| DATA FOR PROCESSING |
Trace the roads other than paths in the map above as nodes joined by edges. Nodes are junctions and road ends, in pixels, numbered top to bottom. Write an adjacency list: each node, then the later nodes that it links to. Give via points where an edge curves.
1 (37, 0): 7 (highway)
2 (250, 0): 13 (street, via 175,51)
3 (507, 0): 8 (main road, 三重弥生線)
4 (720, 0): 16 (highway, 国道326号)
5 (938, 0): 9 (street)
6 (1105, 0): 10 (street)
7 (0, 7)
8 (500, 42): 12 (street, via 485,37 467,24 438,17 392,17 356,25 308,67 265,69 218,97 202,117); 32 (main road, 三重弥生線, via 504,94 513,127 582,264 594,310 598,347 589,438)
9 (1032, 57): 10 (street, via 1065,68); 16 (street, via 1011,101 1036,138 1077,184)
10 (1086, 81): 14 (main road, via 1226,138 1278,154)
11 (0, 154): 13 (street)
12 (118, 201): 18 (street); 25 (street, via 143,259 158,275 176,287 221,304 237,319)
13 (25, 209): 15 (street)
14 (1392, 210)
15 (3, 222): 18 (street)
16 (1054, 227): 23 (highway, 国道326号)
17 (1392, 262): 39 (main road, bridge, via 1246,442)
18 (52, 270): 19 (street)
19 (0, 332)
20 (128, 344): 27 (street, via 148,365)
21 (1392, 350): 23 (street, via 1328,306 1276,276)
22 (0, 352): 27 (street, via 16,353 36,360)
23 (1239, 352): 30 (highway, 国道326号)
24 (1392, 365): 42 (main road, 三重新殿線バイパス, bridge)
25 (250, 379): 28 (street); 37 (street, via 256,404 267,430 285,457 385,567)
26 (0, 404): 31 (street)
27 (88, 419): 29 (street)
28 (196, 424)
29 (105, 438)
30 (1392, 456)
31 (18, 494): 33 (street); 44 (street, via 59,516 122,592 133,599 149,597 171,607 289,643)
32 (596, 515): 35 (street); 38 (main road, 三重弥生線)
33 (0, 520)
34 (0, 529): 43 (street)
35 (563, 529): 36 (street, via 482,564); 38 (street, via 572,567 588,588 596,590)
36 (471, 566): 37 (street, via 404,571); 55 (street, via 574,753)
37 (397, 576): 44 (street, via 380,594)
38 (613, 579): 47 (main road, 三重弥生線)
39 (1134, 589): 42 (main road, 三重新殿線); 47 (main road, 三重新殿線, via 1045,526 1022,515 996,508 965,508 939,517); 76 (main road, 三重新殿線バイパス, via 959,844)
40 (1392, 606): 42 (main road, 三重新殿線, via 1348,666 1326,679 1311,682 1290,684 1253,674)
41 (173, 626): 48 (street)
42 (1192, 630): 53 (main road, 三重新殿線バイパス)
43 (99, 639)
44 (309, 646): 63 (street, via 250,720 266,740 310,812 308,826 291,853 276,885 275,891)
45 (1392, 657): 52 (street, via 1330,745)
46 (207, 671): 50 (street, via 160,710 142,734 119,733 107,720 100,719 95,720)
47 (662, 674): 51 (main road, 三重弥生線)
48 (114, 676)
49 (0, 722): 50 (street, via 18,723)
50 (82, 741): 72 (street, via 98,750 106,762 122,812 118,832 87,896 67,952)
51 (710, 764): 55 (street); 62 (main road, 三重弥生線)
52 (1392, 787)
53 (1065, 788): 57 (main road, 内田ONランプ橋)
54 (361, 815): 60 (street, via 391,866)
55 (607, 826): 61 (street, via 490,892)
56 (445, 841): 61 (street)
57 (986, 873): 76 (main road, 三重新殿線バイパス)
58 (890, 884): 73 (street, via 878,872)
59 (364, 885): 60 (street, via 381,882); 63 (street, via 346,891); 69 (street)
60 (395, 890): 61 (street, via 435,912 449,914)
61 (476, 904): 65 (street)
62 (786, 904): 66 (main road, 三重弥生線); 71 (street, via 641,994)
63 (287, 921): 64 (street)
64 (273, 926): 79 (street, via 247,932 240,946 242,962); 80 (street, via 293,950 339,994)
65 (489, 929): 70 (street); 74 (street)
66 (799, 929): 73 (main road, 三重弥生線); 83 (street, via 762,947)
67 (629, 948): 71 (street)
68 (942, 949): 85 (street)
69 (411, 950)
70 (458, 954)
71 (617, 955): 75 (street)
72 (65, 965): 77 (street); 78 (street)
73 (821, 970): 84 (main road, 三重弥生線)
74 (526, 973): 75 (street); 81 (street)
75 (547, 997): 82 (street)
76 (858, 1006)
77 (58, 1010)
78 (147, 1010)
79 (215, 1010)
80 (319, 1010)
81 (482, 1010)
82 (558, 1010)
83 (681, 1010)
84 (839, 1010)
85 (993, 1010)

| WHAT THIS TASK INVOLVES |
Using the data above, restate every record word for word.

| EXERCISE OUTPUT |
Trace the roads other than paths in the map above as nodes joined by edges. Nodes are junctions and road ends, in pixels, numbered top to bottom. Write an adjacency list: each node, then the later nodes that it links to. Give via points where an edge curves.
1 (37, 0): 7 (highway)
2 (250, 0): 13 (street, via 175,51)
3 (507, 0): 8 (main road, 三重弥生線)
4 (720, 0): 16 (highway, 国道326号)
5 (938, 0): 9 (street)
6 (1105, 0): 10 (street)
7 (0, 7)
8 (500, 42): 12 (street, via 485,37 467,24 438,17 392,17 356,25 308,67 265,69 218,97 202,117); 32 (main road, 三重弥生線, via 504,94 513,127 582,264 594,310 598,347 589,438)
9 (1032, 57): 10 (street, via 1065,68); 16 (street, via 1011,101 1036,138 1077,184)
10 (1086, 81): 14 (main road, via 1226,138 1278,154)
11 (0, 154): 13 (street)
12 (118, 201): 18 (street); 25 (street, via 143,259 158,275 176,287 221,304 237,319)
13 (25, 209): 15 (street)
14 (1392, 210)
15 (3, 222): 18 (street)
16 (1054, 227): 23 (highway, 国道326号)
17 (1392, 262): 39 (main road, bridge, via 1246,442)
18 (52, 270): 19 (street)
19 (0, 332)
20 (128, 344): 27 (street, via 148,365)
21 (1392, 350): 23 (street, via 1328,306 1276,276)
22 (0, 352): 27 (street, via 16,353 36,360)
23 (1239, 352): 30 (highway, 国道326号)
24 (1392, 365): 42 (main road, 三重新殿線バイパス, bridge)
25 (250, 379): 28 (street); 37 (street, via 256,404 267,430 285,457 385,567)
26 (0, 404): 31 (street)
27 (88, 419): 29 (street)
28 (196, 424)
29 (105, 438)
30 (1392, 456)
31 (18, 494): 33 (street); 44 (street, via 59,516 122,592 133,599 149,597 171,607 289,643)
32 (596, 515): 35 (street); 38 (main road, 三重弥生線)
33 (0, 520)
34 (0, 529): 43 (street)
35 (563, 529): 36 (street, via 482,564); 38 (street, via 572,567 588,588 596,590)
36 (471, 566): 37 (street, via 404,571); 55 (street, via 574,753)
37 (397, 576): 44 (street, via 380,594)
38 (613, 579): 47 (main road, 三重弥生線)
39 (1134, 589): 42 (main road, 三重新殿線); 47 (main road, 三重新殿線, via 1045,526 1022,515 996,508 965,508 939,517); 76 (main road, 三重新殿線バイパス, via 959,844)
40 (1392, 606): 42 (main road, 三重新殿線, via 1348,666 1326,679 1311,682 1290,684 1253,674)
41 (173, 626): 48 (street)
42 (1192, 630): 53 (main road, 三重新殿線バイパス)
43 (99, 639)
44 (309, 646): 63 (street, via 250,720 266,740 310,812 308,826 291,853 276,885 275,891)
45 (1392, 657): 52 (street, via 1330,745)
46 (207, 671): 50 (street, via 160,710 142,734 119,733 107,720 100,719 95,720)
47 (662, 674): 51 (main road, 三重弥生線)
48 (114, 676)
49 (0, 722): 50 (street, via 18,723)
50 (82, 741): 72 (street, via 98,750 106,762 122,812 118,832 87,896 67,952)
51 (710, 764): 55 (street); 62 (main road, 三重弥生線)
52 (1392, 787)
53 (1065, 788): 57 (main road, 内田ONランプ橋)
54 (361, 815): 60 (street, via 391,866)
55 (607, 826): 61 (street, via 490,892)
56 (445, 841): 61 (street)
57 (986, 873): 76 (main road, 三重新殿線バイパス)
58 (890, 884): 73 (street, via 878,872)
59 (364, 885): 60 (street, via 381,882); 63 (street, via 346,891); 69 (street)
60 (395, 890): 61 (street, via 435,912 449,914)
61 (476, 904): 65 (street)
62 (786, 904): 66 (main road, 三重弥生線); 71 (street, via 641,994)
63 (287, 921): 64 (street)
64 (273, 926): 79 (street, via 247,932 240,946 242,962); 80 (street, via 293,950 339,994)
65 (489, 929): 70 (street); 74 (street)
66 (799, 929): 73 (main road, 三重弥生線); 83 (street, via 762,947)
67 (629, 948): 71 (street)
68 (942, 949): 85 (street)
69 (411, 950)
70 (458, 954)
71 (617, 955): 75 (street)
72 (65, 965): 77 (street); 78 (street)
73 (821, 970): 84 (main road, 三重弥生線)
74 (526, 973): 75 (street); 81 (street)
75 (547, 997): 82 (street)
76 (858, 1006)
77 (58, 1010)
78 (147, 1010)
79 (215, 1010)
80 (319, 1010)
81 (482, 1010)
82 (558, 1010)
83 (681, 1010)
84 (839, 1010)
85 (993, 1010)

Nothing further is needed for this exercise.